Unesco, the United Nations agency charged with promoting and protecting freedom of expression, has also been tracking killings of journalists, most recently reporting the deaths in Iraq of two television staff members for separate local channels, a reporter and a cameraman working in Kirkuk and Mosul, respectively.

Irina Bokova, the director-general of Unesco, said that the agency was “deeply concerned” by the number of journalists being killed in Iraq, where a major government assault supported by the United States is underway against the Islamic State around Mosul.

“I call on all parties to respect the civilian status of reporters in times of conflict, as required by the Geneva Conventions and their Protocols,” she said in a statement. “Media workers must not be targeted under any circumstances.”

Ban Ki-moon, the UN secretary-general, released a statement on Nov. 2, the International Day to End Impunity for Crimes Against Journalists, saying: “Attacks on journalists violate the human rights of individuals and undermine freedom of information and expression across societies. Impunity, which makes this terrible situation worse, is rampant. Of the 827 documented killings of journalists over the past decade, the information at hand shows that only 8 percent of perpetrators were held to account.”


Barbara Crossette is the senior consulting editor and writer for PassBlue and the United Nations correspondent for The Nation. She is also a member of the Council on Foreign Relations. She has also contributed to the Oxford Handbook on the United Nations.

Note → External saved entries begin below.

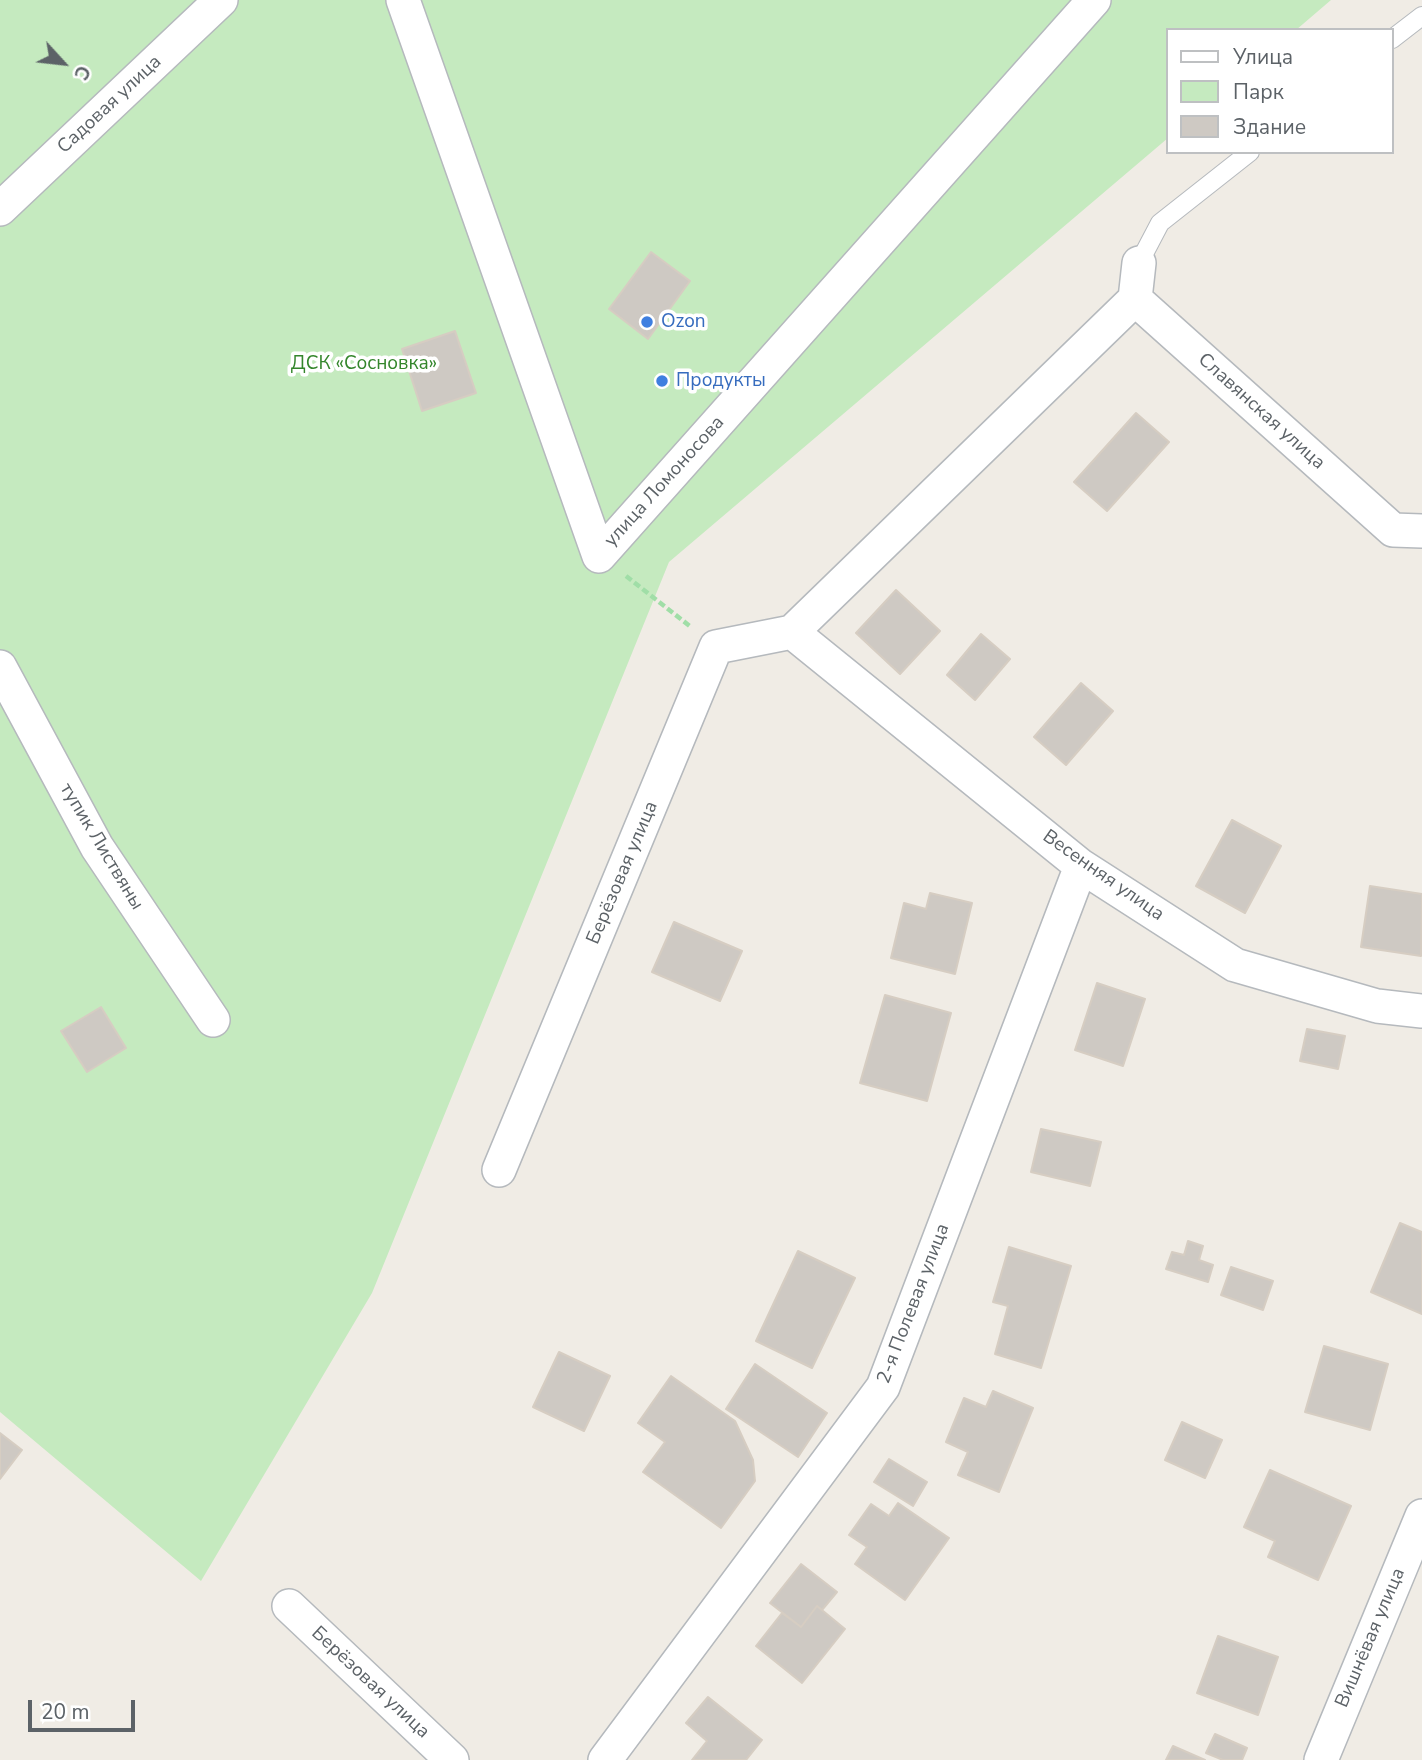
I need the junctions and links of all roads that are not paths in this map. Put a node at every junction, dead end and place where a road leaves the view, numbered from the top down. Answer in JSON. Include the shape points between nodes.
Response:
{"nodes":[{"id":1,"x":221,"y":0,"type":"edge"},
{"id":2,"x":403,"y":0,"type":"edge"},
{"id":3,"x":1094,"y":0,"type":"edge"},
{"id":4,"x":1422,"y":16,"type":"edge"},
{"id":5,"x":1394,"y":37,"type":"edge"},
{"id":6,"x":1247,"y":154,"type":"edge"},
{"id":7,"x":0,"y":209,"type":"edge"},
{"id":8,"x":1139,"y":263,"type":"joint"},
{"id":9,"x":1135,"y":299,"type":"junction"},
{"id":10,"x":1422,"y":531,"type":"edge"},
{"id":11,"x":792,"y":632,"type":"junction"},
{"id":12,"x":0,"y":667,"type":"edge"},
{"id":13,"x":1081,"y":866,"type":"junction"},
{"id":14,"x":1422,"y":1011,"type":"edge"},
{"id":15,"x":213,"y":1020,"type":"dead end"},
{"id":16,"x":499,"y":1170,"type":"dead end"},
{"id":17,"x":1422,"y":1516,"type":"edge"},
{"id":18,"x":289,"y":1606,"type":"dead end"},
{"id":19,"x":452,"y":1760,"type":"edge"},
{"id":20,"x":605,"y":1760,"type":"edge"},
{"id":21,"x":1321,"y":1760,"type":"edge"}],
"edges":[{"from":1,"to":7,"type":"street","name":"Садовая улица"},
{"from":2,"to":3,"type":"street","name":"улица Ломоносова","via":[[599,556]]},
{"from":4,"to":5,"type":"lane"},
{"from":6,"to":8,"type":"lane","via":[[1160,223]]},
{"from":8,"to":9,"type":"street"},
{"from":9,"to":10,"type":"street","name":"Славянская улица","via":[[1392,530]]},
{"from":9,"to":11,"type":"street"},
{"from":11,"to":13,"type":"street","name":"Весенняя улица"},
{"from":11,"to":16,"type":"street","name":"Берёзовая улица","via":[[716,647]]},
{"from":12,"to":15,"type":"street","name":"тупик Листвяны","via":[[97,847]]},
{"from":13,"to":14,"type":"street","name":"Весенняя улица","via":[[1235,965],[1377,1006]]},
{"from":13,"to":20,"type":"street","name":"2-я Полевая улица","via":[[883,1387]]},
{"from":17,"to":21,"type":"street","name":"Вишнёвая улица"},
{"from":18,"to":19,"type":"street","name":"Берёзовая улица"}]}
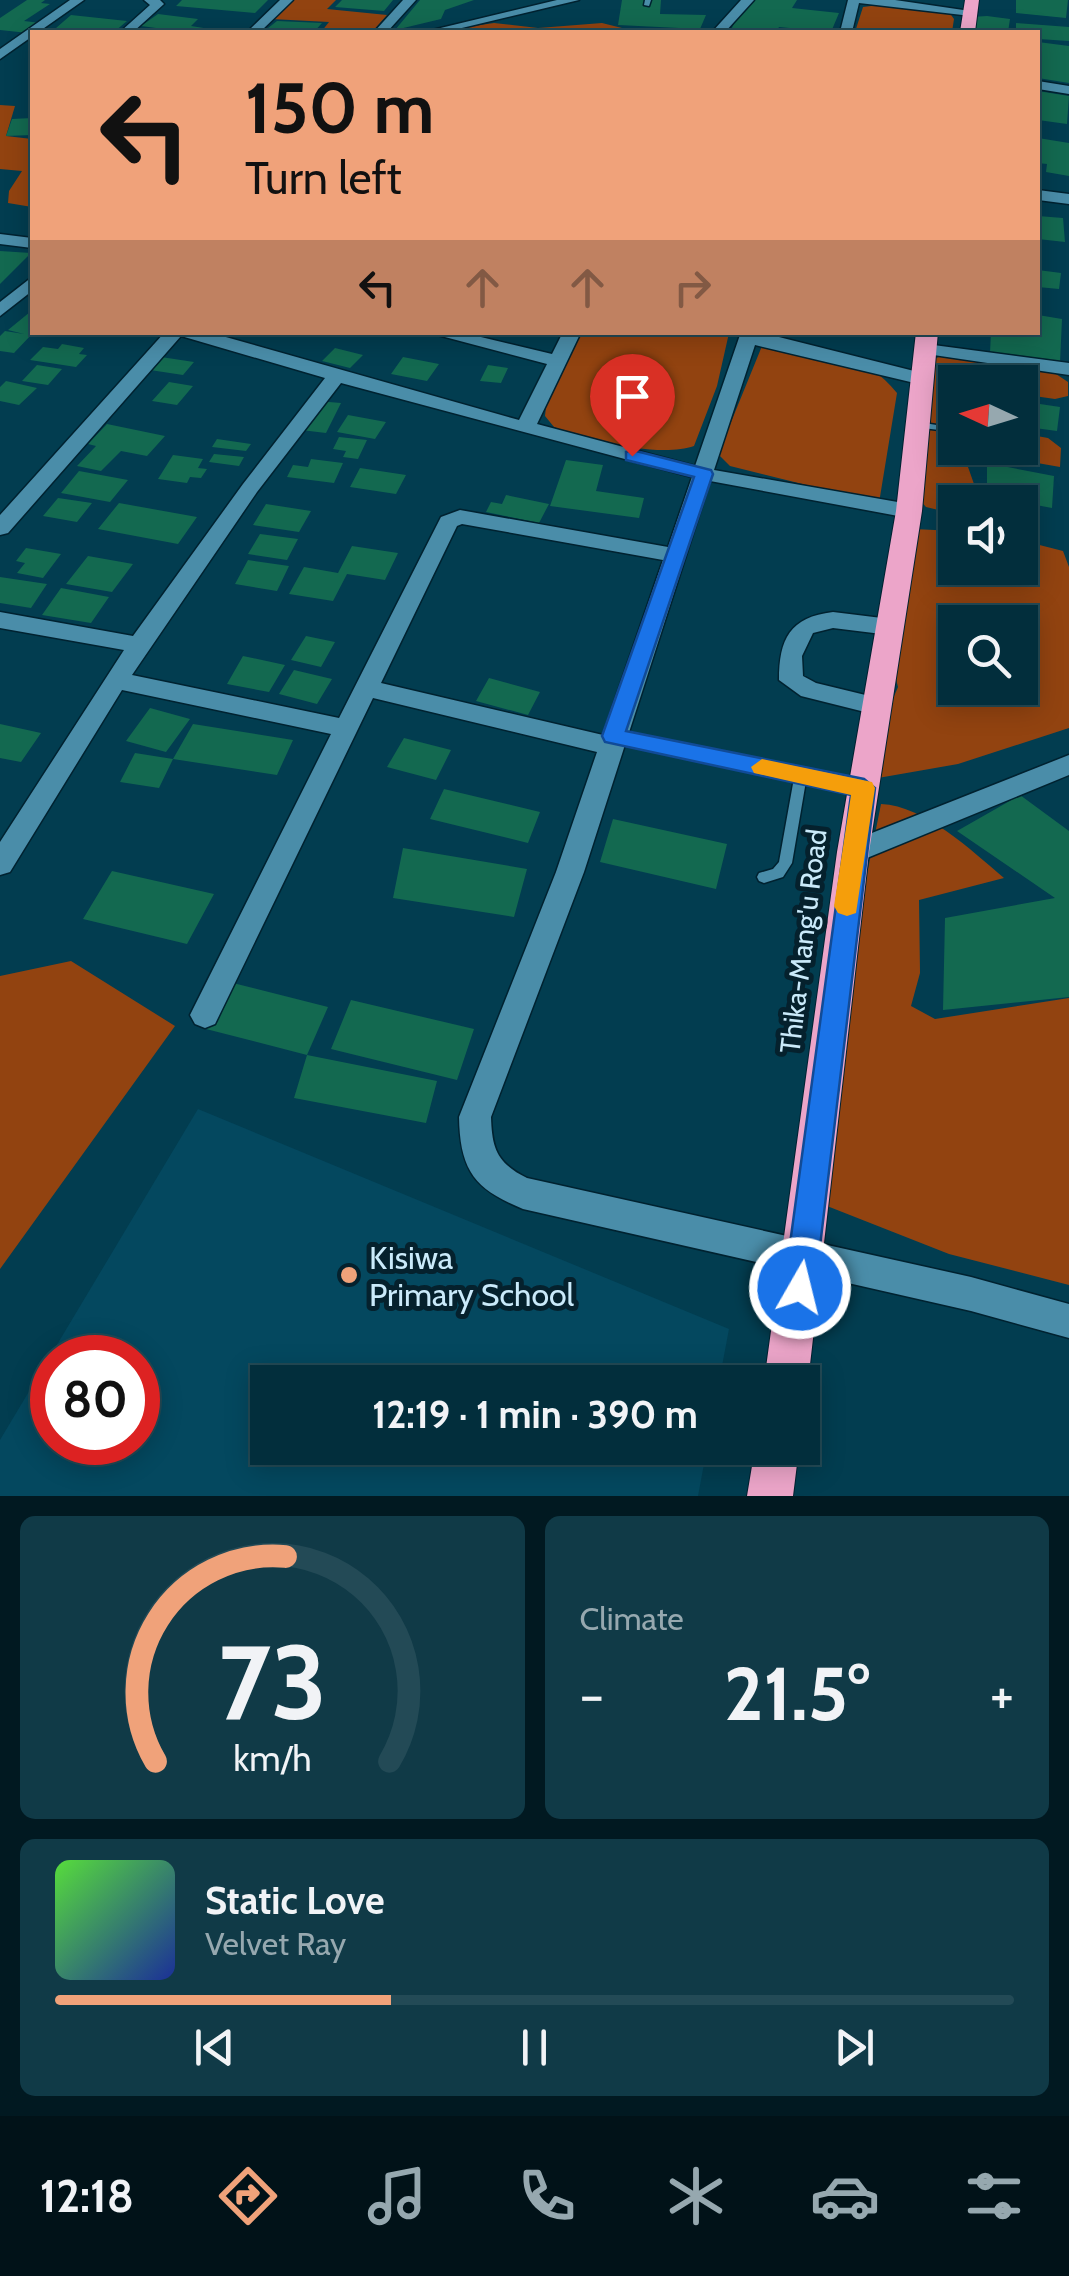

Previously, Crossette was the UN bureau chief for The New York Times from 1994 to 2001 and previously its chief correspondent in Southeast Asia and South Asia. She is the author of “So Close to Heaven: The Vanishing Buddhist Kingdoms of the Himalayas,” “The Great Hill Stations of Asia” and a Foreign Policy Association study, “India Changes Course,” in the Foreign Policy Association’s “Great Decisions 2015.”

Crossette won the George Polk award for her coverage in India of the assassination of Rajiv Gandhi in 1991 and the 2010 Shorenstein Prize for her writing on Asia.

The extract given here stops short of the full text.